I at times will back off a drop off and drag my jig back, in certain places that bueyescowboy described it is the best method. However I am addicted to straight down vertical jigging and try to get in a spot where that will work for me. BEC is correct about going back to the same spot until they stop hitting there, then change around where you place your jig, but don't forget to go back to the sweet spot after giving it a rest.


----------



## RAYSOR (Apr 26, 2007)

Great info SS, but watching you work a jig is truly a treat,


----------



## bueyescowboy (Apr 10, 2005)

i agree....go back and check that sweet spot!!! several times.... and I like the veritcal fishin best too. straight up and down...maybe moving the pole along the boat to move the jig around. depending on the water, I have been known to move my boat 5 feet to get a better spot. which is a story I tell ...had some friends with me and we weren't catching anything....so I moved my boat about 5 ft up......they laughed so hard.....oh we really moved ..they joked at me. then they throw their slab in the water....and bam...they got a bite. lets say, the joking stopped and next time...i wanted to move a little bit...they where game. if the water is smooth ...i ll move my boat quick to get a better spot...which as shad says is the vertical drop.
leave some for me


----------



## shadslinger (Aug 21, 2005)

Man those white bass impressed me today by holding that early summer pattern even in the heat. The Lump had a good bite going on, but it had to be just right, not too violent a jerk up and letting it flutter as unimpeded as possible while still being able to feel a bite was critical. 
Sometimes big schools would come by and it did not matter much how you jigged, they mauled the jigs. In between big schools if you kept it close to the bottom and lifted slow,...real slow. they would hit, but it was a quick hit, and you had to have enough snap to hit back.
One thing I have to add to 101 is that presentation is the last step when learning any new fishing style. First you have top learn how to find fish, and how to rig your tackle for them, then how position the boat, etc...
And however you like to jig when you first start you will think to yourself "was that a hit?" well when in doubt snap it up to set the hook. Any unusual thing that happens to your jig other than falling down at the same rate it has been, is a sign to snap the rod tip up and set the hook.
If your jig is not falling down when it should, hit it.
When the line goes sideways, hit it.
When you try to lift it up and it does not want to go, hit it, it might be a striper.
When you learn to hit some of them on the fall you will more than double your hook ups.
They sometimes push it up from the bottom and your line will start going slack for no reason, hit it. 
The last thing the guy who takes you out to his usual spot, that you have never been to, tells you is, "you have to do this,(and then makes it look easy) with it, to make them bite.", better watch close.
SS


----------



## fishinganimal (Mar 30, 2006)

Another great post SS. Before long the lump is gonna look like the South Jetty lol. I plan on doing alot more jigging myself unless it is real hot I would rather troll and keep the boat moving and not burning up. Ill be out there this weekend. May have to check out the south end one morning.


----------



## shadslinger (Aug 21, 2005)

The heat is too much, I may try some night fishing with lights like some others have mentioned here and see if they bite as well. I have never given it a real chance before but I understand that a fellow used to have a guide service that only fished at night under lights with minnows.


----------



## fishinganimal (Mar 30, 2006)

Good idea. I do have my setup I use at the pass for night fishing. 2 1k watt Train lamps and I can light up some water. Thought about it maybe the hump off the west side of the island.


----------



## shadslinger (Aug 21, 2005)

I think around any hump there would be some action at some in the night, I know that about 3:00 AM in the summer the white bass come to the state park pier lights following the shad.
I have heard from some old time white bassers that the fish do not bite at night at the hump. They said they tried several times just knowing it would work and never did. I went out on a couple of feeble attempts at the jetty and was run off by bugs.
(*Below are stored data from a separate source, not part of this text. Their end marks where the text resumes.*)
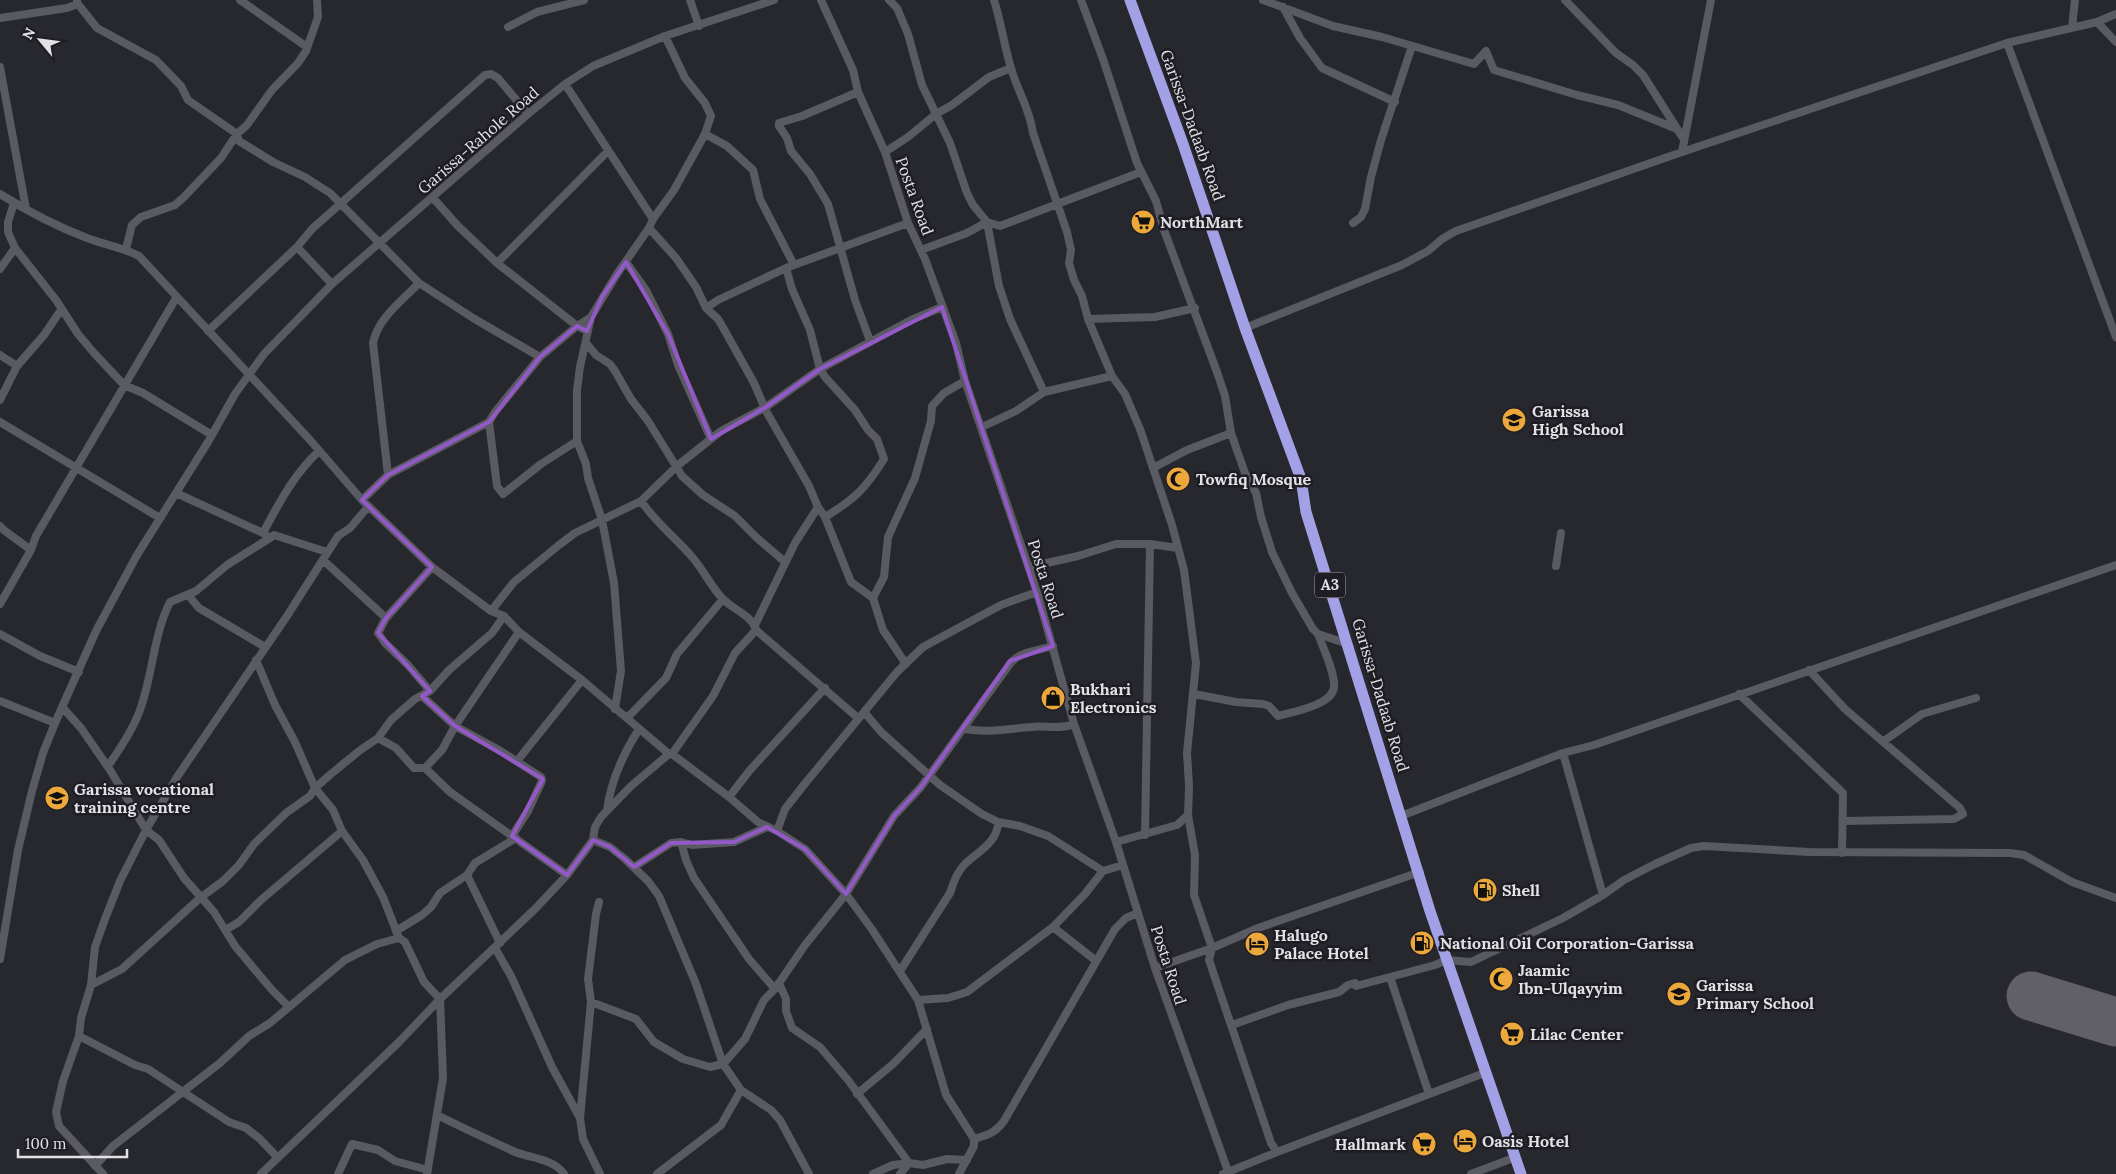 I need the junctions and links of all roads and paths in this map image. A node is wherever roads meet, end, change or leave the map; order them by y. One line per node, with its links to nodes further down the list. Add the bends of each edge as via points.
1 (240, 0): 28 (street)
2 (318, 0): 28 (street, via 318,16)
3 (584, 0): 23 (street, via 537,12)
4 (690, 0): 21 (street)
5 (774, 0): 16 (street, Garissa-Rahole Road)
6 (821, 0): 32 (street, Posta Road, via 853,70)
7 (889, 0): 35 (street, via 897,8 908,34 922,85)
8 (994, 0): 30 (street)
9 (1081, 0): 43 (street)
10 (1130, 0): 76 (highway, Garissa-Dadaab Road / A3)
11 (1263, 0): 17 (street)
12 (1565, 0): 36 (street, via 1616,54 1643,75)
13 (1711, 0): 39 (street)
14 (2075, 0): 22 (street)
15 (77, 2): 19 (street, via 67,8); 37 (street, via 97,28 156,60 181,86 188,100)
16 (764, 2): 21 (street, Garissa-Rahole Road)
17 (1284, 7): 27 (street, via 1333,26); 33 (street, via 1300,38 1322,68)
18 (2116, 14): 20 (street)
19 (0, 18)
20 (2097, 22): 22 (street); 25 (street)
21 (699, 26): 24 (street, Garissa-Rahole Road)
22 (2072, 27): 26 (street)
23 (508, 28)
24 (665, 36): 31 (street, Garissa-Rahole Road, via 594,66); 38 (street, via 685,78 711,116)
25 (2116, 42)
26 (2007, 44): 42 (street); 79 (street)
27 (1412, 46): 33 (street); 36 (street, via 1474,64 1486,51 1494,70 1618,105)
28 (307, 47): 37 (street, via 298,63)
29 (0, 67): 49 (street)
30 (1011, 68): 35 (street, via 989,77 952,106); 47 (street, via 1028,111)
31 (565, 84): 34 (street, Garissa-Rahole Road); 40 (street)
32 (858, 92): 41 (street, Posta Road); 59 (street, via 779,123 791,151 828,204)
33 (1395, 102): 53 (street, via 1371,177 1365,209)
34 (528, 114): 45 (street, Garissa-Rahole Road); 48 (street, via 498,78 485,75)
35 (936, 114): 41 (street); 51 (street, via 958,162 967,193)
36 (1677, 129): 39 (street)
37 (237, 134): 48 (street, via 239,141 305,177 330,193); 58 (street, via 221,158 175,205 141,217 132,225)
38 (705, 134): 50 (street, via 674,190); 63 (street, via 727,146 753,170 760,199)
39 (1683, 138): 42 (street)
40 (608, 151): 50 (street); 62 (street)
41 (885, 152): 52 (street, Posta Road)
42 (1682, 152): 76 (street, via 1456,231 1402,264)
43 (1141, 172): 47 (street); 71 (street, via 1156,201)
44 (0, 194): 46 (street)
45 (433, 198): 55 (street, Garissa-Rahole Road); 62 (street)
46 (14, 203): 49 (street); 57 (street, via 8,232)
47 (1056, 203): 51 (street, via 1000,226); 74 (street, via 1071,250 1069,263)
48 (341, 205): 55 (street); 56 (street, via 312,229)
49 (26, 209): 58 (street, via 87,238)
50 (653, 219): 54 (street)
51 (987, 222): 60 (street); 90 (street, via 1010,318)
52 (908, 223): 59 (street); 60 (street, Posta Road)
53 (1353, 223)
54 (649, 228): 61 (street); 70 (street, via 676,258)
55 (379, 244): 66 (street); 67 (street, Garissa-Rahole Road)
56 (297, 247): 67 (street); 77 (street)
57 (15, 248): 64 (street); 72 (street)
58 (126, 249): 68 (street, via 139,256)
59 (840, 249): 63 (street); 80 (street)
60 (920, 250): 69 (street, Posta Road)
61 (626, 262): 73 (street); 98 (street, via 646,290 668,334)
62 (497, 263): 75 (street)
63 (794, 264): 65 (street)
64 (0, 268)
65 (786, 268): 70 (street); 85 (street, via 810,330)
66 (419, 283): 83 (street); 104 (street, via 382,321 373,343)
67 (332, 284): 86 (street, Garissa-Rahole Road, via 290,325)
68 (176, 298): 77 (street); 89 (street)
69 (942, 307): 80 (street); 88 (street, Posta Road, via 956,343)
70 (706, 308): 92 (street, via 726,331)
71 (1195, 308): 74 (street, via 1155,317); 97 (street, via 1225,396)
72 (61, 310): 84 (street); 89 (street)
73 (592, 317): 75 (street); 78 (street)
74 (1088, 319): 87 (street)
75 (577, 326): 78 (street); 83 (street)
76 (1246, 328): 138 (highway, Garissa-Dadaab Road / A3, via 1301,479 1306,512)
77 (208, 331): 86 (street)
78 (587, 331): 81 (street)
79 (2116, 337)
80 (870, 341): 85 (street)
81 (586, 343): 99 (street, via 577,390); 101 (street, via 596,356 610,364)
82 (0, 355): 84 (street)
83 (540, 357): 94 (street)
84 (17, 366): 91 (street)
85 (820, 369): 92 (street); 110 (street, via 877,439 884,459 858,496)
86 (249, 374): 96 (street, Garissa-Rahole Road); 100 (street)
87 (1112, 376): 90 (street); 102 (street, via 1125,394)
88 (965, 381): 95 (street, Posta Road); 128 (street, via 944,393 932,406 931,421 914,478 888,537 884,577)
89 (124, 385): 96 (street); 103 (street)
90 (1044, 392): 95 (street, via 1016,411)
91 (0, 400)
92 (766, 407): 98 (street); 109 (street)
93 (0, 422): 103 (street)
94 (489, 422): 99 (street, via 497,486 503,494); 104 (street)
95 (982, 427): 125 (street, Posta Road)
96 (212, 434): 105 (street, Garissa-Rahole Road)
97 (1231, 434): 102 (street, via 1187,450); 137 (street, via 1256,493 1272,552 1292,593)
98 (711, 439): 101 (street)
99 (577, 441): 112 (street)
100 (319, 450): 106 (street); 115 (street, via 291,482)
101 (677, 466): 107 (street); 121 (street, via 682,476 703,496 735,516)
102 (1153, 468): 117 (street)
103 (77, 469): 111 (street); 118 (street, via 36,536)
104 (388, 475): 106 (street)
105 (176, 493): 111 (street, Garissa-Rahole Road); 115 (street)
106 (362, 500): 108 (street)
107 (641, 501): 112 (street); 129 (street, via 653,518 694,559)
108 (368, 507): 119 (street, via 350,528 338,536); 124 (street)
109 (818, 507): 110 (street); 121 (street)
110 (826, 517): 128 (street, via 851,582)
111 (160, 518): 144 (street, Garissa-Rahole Road, via 96,631)
112 (602, 520): 131 (street, via 559,544 514,582); 154 (street, via 614,583 621,672)
113 (0, 526): 118 (street)
114 (1561, 533): 123 (street)
115 (266, 536): 119 (street, via 274,535); 127 (street)
116 (1150, 544): 117 (street); 125 (street, via 1116,544); 181 (street)
117 (1178, 548): 148 (street, via 1184,570 1196,663)
118 (31, 550): 130 (street)
119 (327, 552): 120 (street)
120 (323, 560): 133 (street); 140 (street)
121 (785, 562): 134 (street)
122 (2116, 565): 143 (street)
123 (1556, 566)
124 (432, 567): 131 (street); 133 (street)
125 (1029, 567): 126 (street, Posta Road)
126 (1037, 592): 139 (street, Posta Road); 142 (street, via 1002,605 924,647)
127 (188, 595): 140 (street, via 199,608); 167 (street, via 173,600 167,608 140,710)
128 (873, 598): 142 (street, via 883,630)
129 (722, 599): 134 (street); 156 (street, via 677,654 666,678)
130 (0, 604)
131 (491, 611): 132 (street)
132 (504, 616): 135 (street); 147 (street, via 492,632)
133 (386, 618): 147 (street, via 378,633)
134 (756, 628): 146 (street); 164 (street, via 735,653 713,696)
135 (519, 632): 145 (street); 159 (street)
136 (0, 634): 144 (street)
137 (1318, 634): 138 (street); 148 (street, via 1333,676 1334,686 1328,698 1305,709 1278,716 1264,704)
138 (1348, 644): 174 (highway, Garissa-Dadaab Road / A3)
139 (1053, 646): 158 (street, Posta Road); 161 (street, via 1010,661)
140 (266, 647): 141 (street)
141 (256, 660): 170 (street); 178 (street, via 177,777)
142 (906, 664): 155 (street)
143 (1808, 670): 149 (street); 163 (street, via 1845,709)
144 (79, 672): 153 (street, Garissa-Rahole Road)
145 (582, 680): 154 (street); 166 (street)
146 (825, 688): 155 (street); 171 (street)
147 (430, 691): 150 (street)
148 (1194, 694): 173 (street, via 1187,753)
149 (1740, 694): 165 (street); 175 (street, via 1843,793)
150 (422, 696): 159 (street); 162 (street, via 414,699 391,720)
151 (1976, 698): 163 (street, via 1922,714)
152 (0, 701): 157 (street)
153 (63, 708): 157 (street, Garissa-Rahole Road); 167 (street)
154 (616, 709): 156 (street)
155 (862, 715): 169 (street); 179 (street, via 785,809)
156 (627, 718): 160 (street)
157 (55, 723): 204 (street, Garissa-Rahole Road, via 43,753 18,850)
158 (1074, 724): 161 (street, via 989,732); 185 (street, Posta Road)
159 (455, 726): 166 (street); 168 (street, via 442,750)
160 (639, 729): 164 (street); 172 (street, via 624,753 610,791)
161 (964, 729): 169 (street)
162 (378, 738): 168 (street, via 396,748 414,768); 170 (street)
163 (1884, 741): 175 (street, via 1963,814 1954,819)
164 (670, 754): 171 (street); 172 (street)
165 (1563, 754): 174 (street); 194 (street)
166 (517, 762): 182 (street, via 535,772 542,781)
167 (108, 766): 178 (street)
168 (425, 768): 182 (street, via 450,792)
169 (930, 776): 176 (street); 193 (street, via 894,816)
170 (315, 788): 180 (street, via 333,810); 195 (street, via 310,796 286,813 254,844 223,881)
171 (729, 797): 177 (street)
172 (607, 810): 183 (street, via 596,827)
173 (1188, 816): 181 (street, via 1177,825); 203 (street, via 1195,855 1194,895)
174 (1400, 816): 190 (highway, Garissa-Dadaab Road / A3)
175 (1844, 821): 186 (street)
176 (998, 822): 189 (street, via 1048,836); 208 (street, via 994,836 964,866)
177 (767, 827): 179 (street); 184 (street, via 734,842 692,845)
178 (146, 830): 195 (street, via 159,840); 210 (street, via 105,919 96,946)
179 (777, 830): 193 (street, via 805,849)
180 (342, 831): 200 (street, via 239,922); 201 (street, via 363,860 383,897)
181 (1145, 834): 185 (street)
182 (514, 837): 191 (street, via 475,864); 192 (street)
183 (593, 840): 188 (street, via 610,847); 192 (street)
184 (682, 842): 188 (street, via 671,843); 211 (street, via 694,878 750,959)
185 (1116, 842): 187 (street, Posta Road)
186 (1842, 853): 194 (street, via 1691,848 1624,880); 196 (street, via 2024,855 2072,882)
187 (1123, 865): 189 (street); 198 (street, Posta Road)
188 (634, 867): 219 (street, via 659,896 696,984)
189 (1104, 871): 199 (street)
190 (1420, 872): 203 (street, via 1258,928); 206 (highway, Garissa-Dadaab Road / A3)
191 (467, 875): 201 (street, via 440,892 422,916); 202 (street)
192 (568, 875): 202 (street)
193 (846, 894): 208 (street); 211 (street)
194 (1603, 896): 206 (street, via 1471,962)
195 (200, 898): 200 (street); 210 (street, via 122,969)
196 (2116, 898)
197 (599, 902): 214 (street, via 588,979)
198 (1138, 913): 205 (street, via 1120,922); 207 (street, Posta Road)
199 (1053, 927): 205 (street); 213 (street, via 967,992 948,998)
200 (225, 930): 215 (street, via 250,965)
201 (397, 934): 212 (street, via 406,942 424,982); 215 (street, via 345,960)
202 (497, 946): 212 (street); 226 (street, via 552,1067)
203 (1212, 948): 207 (street); 216 (street, via 1209,960)
204 (0, 959)
205 (1095, 960): 227 (street, via 1004,1121 996,1131)
206 (1447, 960): 209 (street); 220 (highway, Garissa-Dadaab Road / A3)
207 (1155, 968): 237 (street, Posta Road)
208 (900, 971): 213 (street)
209 (1390, 977): 216 (street, via 1348,985 1339,992 1288,1005); 224 (street)
210 (91, 985): 218 (street)
211 (777, 986): 219 (street, via 764,1000 745,1039); 223 (street, via 786,999 792,1028 820,1048)
212 (440, 999): 225 (street, via 443,1078); 230 (street)
213 (918, 1000): 217 (street)
214 (591, 1002): 219 (street, via 636,1019 654,1042 683,1058 710,1067); 226 (street)
215 (289, 1007): 222 (street)
216 (1232, 1025): 228 (street, via 1271,1143)
217 (927, 1029): 223 (street, via 893,1064); 227 (street, via 946,1095)
218 (79, 1036): 222 (street, via 148,1069); 233 (street, via 63,1080 57,1119 59,1126)
219 (723, 1064): 221 (street)
220 (1487, 1072): 224 (street); 229 (highway, Garissa-Dadaab Road / A3)
221 (741, 1090): 235 (street, via 780,1120); 243 (street, via 721,1125)
222 (182, 1091): 230 (street, via 229,1122 246,1128); 233 (street, via 113,1146)
223 (857, 1094): 232 (street)
224 (1429, 1094): 228 (street)
225 (437, 1115): 234 (street); 241 (street, via 518,1153 545,1161)
226 (580, 1118): 242 (street, via 582,1139)
227 (974, 1139): 231 (street)
228 (1278, 1152): 237 (street)
229 (1516, 1157): 246 (street); 247 (highway, Garissa-Dadaab Road / A3)
230 (278, 1158): 239 (street)
231 (967, 1160): 232 (street, via 923,1165); 236 (street)
232 (909, 1163): 244 (street, via 893,1165); 245 (street)
233 (95, 1166): 238 (street)
234 (427, 1172): 240 (street, via 395,1161 378,1150 352,1144)
235 (809, 1173)
236 (962, 1173)
237 (1227, 1173)
238 (103, 1174)
239 (261, 1174)
240 (338, 1174)
241 (564, 1174)
242 (600, 1174)
243 (657, 1174)
244 (873, 1174)
245 (900, 1174)
246 (1471, 1174)
247 (1521, 1174)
I know there must be a place where it is good at night. Growing up I fished Lake Arlington with my dad and we would go at night by the dam in the lake at a deep hole and lower minnows down with lanterns over the side first to the bottom and then up until we found crappie and white bass. And I know at other lakes it is done, any suggestions about where to night fish Livingston?
SS


----------



## fishinganimal (Mar 30, 2006)

Back in the early 70s my aunt owned Bells Camp. We use to go up river to one of the creeks and fish all night over a cube baited hole and catch crappie all night. I can remember we had the whole bottom of the pontoon covered with minnow bags. But one thing I will never forget was a clothed dryer lookin machine on the fuel dock that you put 50 or so crappie in and it would scale them clean. Made some kind of noise lol. They never fillet fish back then. Some great memories.


----------



## shadslinger (Aug 21, 2005)

Good story, fishinganimal. Back then I understand that you could pull up just about any stick up and hang a lantern over and catch barn door crappie at night. I saw one of those crappie tumblers at another lake once, I always wanted to hear it scale em, I figured it was loud.


----------